Fraunhofer IGD Rostock, Joachim-Jungius-Straße 11, 18059 Rostock, Germany
Website | E-Mail
Phone: +49 381 4024-110
Interests: multimedia communication; healthcare analytics; wearable interaction; internet of things; smart factories
Guest Editor
Dr. Kristina Yordanova

Institute of Computer Science, University of Rostock, 18051 Rostock, Germany
Website | E-Mail
Interests: activity and intention recognition; human behavior models; knowledge elicitation; natural language processing; automatic extraction of behavior models from textual sources

Special Issue Information

Dear Colleagues,

Ubiquitous systems are becoming an integral part of our everyday lives. Functionality and user experience often depend on accurate sensor-based activity recognition and interaction. Systems aiming to provide users with assistance or to monitor their behavior and condition rely heavily on sensors and the activities and interactions that they can recognize. Providing adequate activity recognition and interaction requires consideration of various interlocked aspects, such as sensors that are capable of capturing relevant behavior, rigorous methods to reason about sensor readings in the context of these behaviors, and effective approaches for assisting and interacting with the users. Each of these aspects is essential and can influence the quality and suitability of the provided service.
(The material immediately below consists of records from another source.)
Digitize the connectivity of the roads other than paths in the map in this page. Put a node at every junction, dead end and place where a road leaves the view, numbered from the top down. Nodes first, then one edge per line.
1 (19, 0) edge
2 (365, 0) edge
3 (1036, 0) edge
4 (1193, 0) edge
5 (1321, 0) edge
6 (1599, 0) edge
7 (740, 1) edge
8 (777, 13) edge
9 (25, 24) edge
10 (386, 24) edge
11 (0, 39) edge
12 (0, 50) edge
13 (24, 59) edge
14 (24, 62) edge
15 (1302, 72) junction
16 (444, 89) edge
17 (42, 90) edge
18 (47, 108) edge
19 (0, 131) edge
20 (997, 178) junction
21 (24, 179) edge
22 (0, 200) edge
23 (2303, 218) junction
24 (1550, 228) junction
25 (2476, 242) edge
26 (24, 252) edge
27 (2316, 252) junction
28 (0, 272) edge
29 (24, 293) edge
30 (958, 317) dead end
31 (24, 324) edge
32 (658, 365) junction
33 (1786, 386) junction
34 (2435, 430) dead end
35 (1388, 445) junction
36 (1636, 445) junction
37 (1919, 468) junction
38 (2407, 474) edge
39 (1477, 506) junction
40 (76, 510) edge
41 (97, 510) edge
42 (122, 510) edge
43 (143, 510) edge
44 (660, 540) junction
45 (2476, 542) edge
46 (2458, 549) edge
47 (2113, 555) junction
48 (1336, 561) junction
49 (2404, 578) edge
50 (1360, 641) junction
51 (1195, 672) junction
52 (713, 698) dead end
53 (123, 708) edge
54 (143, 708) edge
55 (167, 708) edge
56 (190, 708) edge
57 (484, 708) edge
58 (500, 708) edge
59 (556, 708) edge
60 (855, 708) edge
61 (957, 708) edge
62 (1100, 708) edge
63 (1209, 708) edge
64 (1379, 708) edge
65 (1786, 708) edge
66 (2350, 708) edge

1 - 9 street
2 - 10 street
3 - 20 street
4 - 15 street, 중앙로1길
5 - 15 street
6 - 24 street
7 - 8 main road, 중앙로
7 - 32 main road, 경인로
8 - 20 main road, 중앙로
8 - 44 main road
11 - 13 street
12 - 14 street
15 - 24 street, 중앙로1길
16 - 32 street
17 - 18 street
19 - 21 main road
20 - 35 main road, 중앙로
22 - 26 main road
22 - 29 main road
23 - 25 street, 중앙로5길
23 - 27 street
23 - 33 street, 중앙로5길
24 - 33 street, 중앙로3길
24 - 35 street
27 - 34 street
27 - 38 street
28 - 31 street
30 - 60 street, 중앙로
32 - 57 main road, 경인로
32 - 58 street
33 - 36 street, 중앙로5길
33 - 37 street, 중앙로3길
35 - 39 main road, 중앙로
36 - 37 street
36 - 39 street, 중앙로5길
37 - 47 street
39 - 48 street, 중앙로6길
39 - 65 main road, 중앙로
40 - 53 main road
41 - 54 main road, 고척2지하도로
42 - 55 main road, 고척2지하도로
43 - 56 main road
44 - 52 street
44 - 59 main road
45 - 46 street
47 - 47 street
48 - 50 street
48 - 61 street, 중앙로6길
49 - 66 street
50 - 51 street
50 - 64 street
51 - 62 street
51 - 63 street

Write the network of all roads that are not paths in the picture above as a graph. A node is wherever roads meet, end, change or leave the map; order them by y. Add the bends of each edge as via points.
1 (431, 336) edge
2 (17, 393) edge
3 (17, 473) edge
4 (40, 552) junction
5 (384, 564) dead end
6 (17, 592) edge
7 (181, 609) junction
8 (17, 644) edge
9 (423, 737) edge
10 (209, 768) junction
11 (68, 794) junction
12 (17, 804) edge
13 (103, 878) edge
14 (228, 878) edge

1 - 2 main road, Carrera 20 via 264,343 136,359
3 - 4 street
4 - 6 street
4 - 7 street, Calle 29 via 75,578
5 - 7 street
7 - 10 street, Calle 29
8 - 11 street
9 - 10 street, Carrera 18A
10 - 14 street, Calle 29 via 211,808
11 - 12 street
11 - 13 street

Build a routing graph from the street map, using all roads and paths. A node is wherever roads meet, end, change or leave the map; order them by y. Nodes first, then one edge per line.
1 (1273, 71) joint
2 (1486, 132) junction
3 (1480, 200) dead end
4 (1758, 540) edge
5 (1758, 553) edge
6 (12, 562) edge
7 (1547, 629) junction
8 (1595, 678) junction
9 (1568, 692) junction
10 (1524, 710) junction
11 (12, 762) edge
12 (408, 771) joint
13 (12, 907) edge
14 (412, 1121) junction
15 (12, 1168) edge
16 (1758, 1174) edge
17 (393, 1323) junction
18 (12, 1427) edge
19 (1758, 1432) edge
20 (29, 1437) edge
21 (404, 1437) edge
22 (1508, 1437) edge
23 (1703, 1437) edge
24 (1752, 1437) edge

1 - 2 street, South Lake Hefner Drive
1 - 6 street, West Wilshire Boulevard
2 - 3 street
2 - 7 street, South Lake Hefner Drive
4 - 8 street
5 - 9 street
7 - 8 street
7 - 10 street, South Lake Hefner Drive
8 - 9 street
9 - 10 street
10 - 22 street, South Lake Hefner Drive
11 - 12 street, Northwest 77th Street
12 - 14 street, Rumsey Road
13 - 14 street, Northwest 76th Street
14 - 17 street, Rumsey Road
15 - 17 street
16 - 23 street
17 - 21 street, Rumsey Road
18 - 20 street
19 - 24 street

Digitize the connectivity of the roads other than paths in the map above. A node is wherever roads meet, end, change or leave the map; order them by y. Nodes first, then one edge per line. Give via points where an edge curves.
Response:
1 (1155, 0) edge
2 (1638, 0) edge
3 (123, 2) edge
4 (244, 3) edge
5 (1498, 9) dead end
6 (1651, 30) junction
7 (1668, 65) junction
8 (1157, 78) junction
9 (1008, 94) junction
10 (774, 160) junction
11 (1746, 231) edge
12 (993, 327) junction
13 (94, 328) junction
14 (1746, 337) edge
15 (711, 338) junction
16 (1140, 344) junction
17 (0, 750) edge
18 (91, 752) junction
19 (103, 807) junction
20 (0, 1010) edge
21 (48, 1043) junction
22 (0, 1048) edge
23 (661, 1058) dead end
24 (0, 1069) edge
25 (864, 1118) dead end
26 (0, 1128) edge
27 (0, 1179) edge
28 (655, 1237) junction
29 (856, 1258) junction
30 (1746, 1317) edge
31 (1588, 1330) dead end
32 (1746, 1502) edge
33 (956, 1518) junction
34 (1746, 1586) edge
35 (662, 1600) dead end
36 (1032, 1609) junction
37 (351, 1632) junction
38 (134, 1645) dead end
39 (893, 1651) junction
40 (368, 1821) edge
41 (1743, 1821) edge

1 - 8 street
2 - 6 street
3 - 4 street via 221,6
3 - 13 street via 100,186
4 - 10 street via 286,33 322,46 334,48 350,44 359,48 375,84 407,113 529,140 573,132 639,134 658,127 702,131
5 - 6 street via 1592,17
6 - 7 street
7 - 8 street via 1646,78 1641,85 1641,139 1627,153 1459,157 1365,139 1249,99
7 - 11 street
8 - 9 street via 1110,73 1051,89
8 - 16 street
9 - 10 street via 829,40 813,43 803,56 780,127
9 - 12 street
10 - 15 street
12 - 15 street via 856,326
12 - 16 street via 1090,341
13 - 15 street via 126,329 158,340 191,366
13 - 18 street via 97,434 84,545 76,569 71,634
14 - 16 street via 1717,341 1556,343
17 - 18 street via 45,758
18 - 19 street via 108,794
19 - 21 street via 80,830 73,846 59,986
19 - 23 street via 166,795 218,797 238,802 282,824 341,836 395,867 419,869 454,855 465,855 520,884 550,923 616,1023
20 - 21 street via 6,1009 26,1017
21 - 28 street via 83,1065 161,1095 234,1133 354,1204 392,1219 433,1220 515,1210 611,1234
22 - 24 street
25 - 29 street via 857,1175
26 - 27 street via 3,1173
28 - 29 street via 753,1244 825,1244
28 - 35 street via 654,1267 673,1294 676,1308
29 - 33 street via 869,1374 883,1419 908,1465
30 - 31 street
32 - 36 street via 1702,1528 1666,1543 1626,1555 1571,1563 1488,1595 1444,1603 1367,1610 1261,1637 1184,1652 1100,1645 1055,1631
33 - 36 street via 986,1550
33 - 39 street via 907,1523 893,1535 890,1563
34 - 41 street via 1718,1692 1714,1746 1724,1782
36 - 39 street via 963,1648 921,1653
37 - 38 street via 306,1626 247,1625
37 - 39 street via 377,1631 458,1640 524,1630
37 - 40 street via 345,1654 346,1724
We solicit original submissions that contribute novel computer science methods, innovative software solutions, and compelling use cases on any of the following topics:

  • sensors, sensor infrastructures, and sensing technologies needed to detect user behaviors and to provide relevant interactions between systems and users;
  • data and model-driven methods for intelligent monitoring and user assistance that supports users in everyday settings;
  • novel applications and evaluation studies of methods for intelligent monitoring of everyday user behavior and user assistance using sensing technologies;
  • intelligent methods for synthesizing assistance and interaction strategies using sensing technologies.
Prof. Dr. Thomas Kirste
Prof. Dr. Bodo Urban
Dr. Kristina Yordanova
Guest Editors

Manuscript Submission Information

Manuscripts should be submitted online at www.mdpi.com by registering and logging in to this website. Once you are registered, click here to go to the submission form. Manuscripts can be submitted until the deadline. All papers will be peer-reviewed. Accepted papers will be published continuously in the journal (as soon as accepted) and will be listed together on the special issue website. Research articles, review articles as well as short communications are invited. For planned papers, a title and short abstract (about 100 words) can be sent to the Editorial Office for announcement on this website.

Submitted manuscripts should not have been published previously, nor be under consideration for publication elsewhere (except conference proceedings papers). All manuscripts are thoroughly refereed through a single-blind peer-review process. A guide for authors and other relevant information for submission of manuscripts is available on the Instructions for Authors page. Informatics is an international peer-reviewed open access quarterly journal published by MDPI.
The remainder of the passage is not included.